(Data for this exercise begins)
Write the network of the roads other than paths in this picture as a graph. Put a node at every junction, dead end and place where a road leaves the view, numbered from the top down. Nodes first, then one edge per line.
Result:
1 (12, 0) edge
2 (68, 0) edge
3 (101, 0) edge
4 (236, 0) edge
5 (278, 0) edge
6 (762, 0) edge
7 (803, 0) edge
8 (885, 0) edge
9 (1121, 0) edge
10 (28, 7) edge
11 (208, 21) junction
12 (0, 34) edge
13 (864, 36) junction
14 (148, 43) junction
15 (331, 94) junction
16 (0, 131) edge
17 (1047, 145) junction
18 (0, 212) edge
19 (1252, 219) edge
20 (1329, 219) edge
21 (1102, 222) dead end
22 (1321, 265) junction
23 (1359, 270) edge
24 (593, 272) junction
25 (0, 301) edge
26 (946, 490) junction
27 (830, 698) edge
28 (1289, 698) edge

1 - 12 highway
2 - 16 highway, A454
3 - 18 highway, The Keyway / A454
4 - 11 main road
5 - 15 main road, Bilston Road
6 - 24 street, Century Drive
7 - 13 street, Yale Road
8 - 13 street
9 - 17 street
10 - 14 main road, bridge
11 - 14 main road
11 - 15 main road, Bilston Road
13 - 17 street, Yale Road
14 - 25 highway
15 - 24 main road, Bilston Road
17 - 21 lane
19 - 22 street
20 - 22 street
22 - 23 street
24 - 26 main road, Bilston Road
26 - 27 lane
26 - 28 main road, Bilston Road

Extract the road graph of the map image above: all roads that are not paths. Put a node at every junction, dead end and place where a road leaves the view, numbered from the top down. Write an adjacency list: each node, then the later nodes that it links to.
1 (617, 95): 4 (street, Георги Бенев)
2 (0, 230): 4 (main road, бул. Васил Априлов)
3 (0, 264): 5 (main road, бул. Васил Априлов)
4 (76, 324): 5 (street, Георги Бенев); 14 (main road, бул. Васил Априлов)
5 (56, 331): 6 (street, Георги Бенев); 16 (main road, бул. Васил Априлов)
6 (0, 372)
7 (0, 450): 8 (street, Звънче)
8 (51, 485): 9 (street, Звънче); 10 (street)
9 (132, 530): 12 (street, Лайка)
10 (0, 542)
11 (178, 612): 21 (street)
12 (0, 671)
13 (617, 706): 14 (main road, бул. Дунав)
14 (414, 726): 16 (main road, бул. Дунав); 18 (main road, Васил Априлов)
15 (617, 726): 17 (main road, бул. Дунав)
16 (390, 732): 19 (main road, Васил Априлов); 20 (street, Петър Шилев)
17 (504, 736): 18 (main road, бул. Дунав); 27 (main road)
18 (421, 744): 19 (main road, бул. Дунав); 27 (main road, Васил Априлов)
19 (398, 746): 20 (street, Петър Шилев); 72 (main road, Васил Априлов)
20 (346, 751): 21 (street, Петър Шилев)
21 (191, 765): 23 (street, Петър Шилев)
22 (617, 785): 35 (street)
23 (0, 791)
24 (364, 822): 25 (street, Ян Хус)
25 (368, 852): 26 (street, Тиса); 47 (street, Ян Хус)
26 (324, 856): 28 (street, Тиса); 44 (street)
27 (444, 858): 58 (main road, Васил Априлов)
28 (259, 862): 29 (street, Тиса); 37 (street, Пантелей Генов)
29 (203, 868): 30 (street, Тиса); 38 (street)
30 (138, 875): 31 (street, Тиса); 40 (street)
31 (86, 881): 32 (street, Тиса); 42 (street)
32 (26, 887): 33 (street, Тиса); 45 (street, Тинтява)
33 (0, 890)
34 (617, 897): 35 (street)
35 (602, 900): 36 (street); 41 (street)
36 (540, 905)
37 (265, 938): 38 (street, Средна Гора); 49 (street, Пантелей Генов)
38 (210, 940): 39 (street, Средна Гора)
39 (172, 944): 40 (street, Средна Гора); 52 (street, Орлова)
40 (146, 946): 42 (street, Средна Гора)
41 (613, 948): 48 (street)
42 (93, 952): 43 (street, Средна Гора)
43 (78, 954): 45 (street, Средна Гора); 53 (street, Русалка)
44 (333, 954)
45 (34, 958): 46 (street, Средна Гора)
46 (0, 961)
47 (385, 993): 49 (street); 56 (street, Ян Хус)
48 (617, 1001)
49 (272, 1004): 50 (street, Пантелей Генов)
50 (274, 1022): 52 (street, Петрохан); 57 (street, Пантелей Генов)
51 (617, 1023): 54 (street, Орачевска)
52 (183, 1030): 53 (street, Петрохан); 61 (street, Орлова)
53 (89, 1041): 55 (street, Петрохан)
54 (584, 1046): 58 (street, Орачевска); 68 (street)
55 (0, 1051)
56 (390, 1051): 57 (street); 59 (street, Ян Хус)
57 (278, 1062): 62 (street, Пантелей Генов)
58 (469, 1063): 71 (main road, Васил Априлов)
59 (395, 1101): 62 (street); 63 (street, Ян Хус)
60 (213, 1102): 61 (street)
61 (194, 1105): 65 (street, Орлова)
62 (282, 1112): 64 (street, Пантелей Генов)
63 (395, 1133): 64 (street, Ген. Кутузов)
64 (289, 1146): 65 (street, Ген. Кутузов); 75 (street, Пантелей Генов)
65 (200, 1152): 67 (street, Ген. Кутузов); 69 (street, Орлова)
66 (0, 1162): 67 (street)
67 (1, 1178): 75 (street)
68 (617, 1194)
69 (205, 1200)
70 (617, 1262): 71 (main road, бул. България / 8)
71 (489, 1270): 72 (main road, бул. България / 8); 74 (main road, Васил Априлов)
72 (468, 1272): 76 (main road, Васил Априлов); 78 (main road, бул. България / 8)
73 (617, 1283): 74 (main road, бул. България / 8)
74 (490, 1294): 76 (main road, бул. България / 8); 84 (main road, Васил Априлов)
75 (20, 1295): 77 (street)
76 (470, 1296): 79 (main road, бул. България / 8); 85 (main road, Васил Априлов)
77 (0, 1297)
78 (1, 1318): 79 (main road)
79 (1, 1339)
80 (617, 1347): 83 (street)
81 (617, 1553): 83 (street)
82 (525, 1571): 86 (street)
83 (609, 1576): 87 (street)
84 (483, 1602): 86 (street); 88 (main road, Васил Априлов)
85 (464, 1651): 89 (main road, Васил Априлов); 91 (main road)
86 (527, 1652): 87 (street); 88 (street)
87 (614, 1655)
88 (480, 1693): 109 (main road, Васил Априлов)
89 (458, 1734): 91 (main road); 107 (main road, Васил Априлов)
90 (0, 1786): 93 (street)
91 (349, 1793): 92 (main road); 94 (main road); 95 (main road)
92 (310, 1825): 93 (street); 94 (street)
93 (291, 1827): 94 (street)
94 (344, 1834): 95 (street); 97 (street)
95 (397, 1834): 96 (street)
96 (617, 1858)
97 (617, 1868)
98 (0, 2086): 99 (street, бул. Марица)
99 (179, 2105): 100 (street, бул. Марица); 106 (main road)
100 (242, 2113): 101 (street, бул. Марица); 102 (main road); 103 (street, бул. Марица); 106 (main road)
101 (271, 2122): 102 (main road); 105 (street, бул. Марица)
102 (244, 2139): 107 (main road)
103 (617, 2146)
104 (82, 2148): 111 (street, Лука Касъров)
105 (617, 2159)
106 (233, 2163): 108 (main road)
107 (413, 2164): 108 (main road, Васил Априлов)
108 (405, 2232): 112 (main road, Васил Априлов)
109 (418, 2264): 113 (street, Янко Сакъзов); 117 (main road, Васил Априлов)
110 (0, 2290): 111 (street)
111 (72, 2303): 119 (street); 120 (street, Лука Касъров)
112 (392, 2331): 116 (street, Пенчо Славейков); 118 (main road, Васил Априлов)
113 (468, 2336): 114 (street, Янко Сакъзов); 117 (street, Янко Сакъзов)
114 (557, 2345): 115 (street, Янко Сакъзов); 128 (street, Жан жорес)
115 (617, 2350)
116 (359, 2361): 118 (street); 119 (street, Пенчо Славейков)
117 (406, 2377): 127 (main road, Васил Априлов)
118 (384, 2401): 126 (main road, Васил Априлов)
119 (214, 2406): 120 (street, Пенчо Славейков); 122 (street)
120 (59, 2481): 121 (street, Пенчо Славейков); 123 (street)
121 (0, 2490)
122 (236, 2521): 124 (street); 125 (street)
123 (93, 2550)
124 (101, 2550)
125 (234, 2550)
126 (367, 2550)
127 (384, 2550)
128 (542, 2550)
(Data for this exercise ends)
[Task goal] Every line above in which the word "Гора" occurs is to be copied.

[Output]
37 (265, 938): 38 (street, Средна Гора); 49 (street, Пантелей Генов)
38 (210, 940): 39 (street, Средна Гора)
39 (172, 944): 40 (street, Средна Гора); 52 (street, Орлова)
40 (146, 946): 42 (street, Средна Гора)
42 (93, 952): 43 (street, Средна Гора)
43 (78, 954): 45 (street, Средна Гора); 53 (street, Русалка)
45 (34, 958): 46 (street, Средна Гора)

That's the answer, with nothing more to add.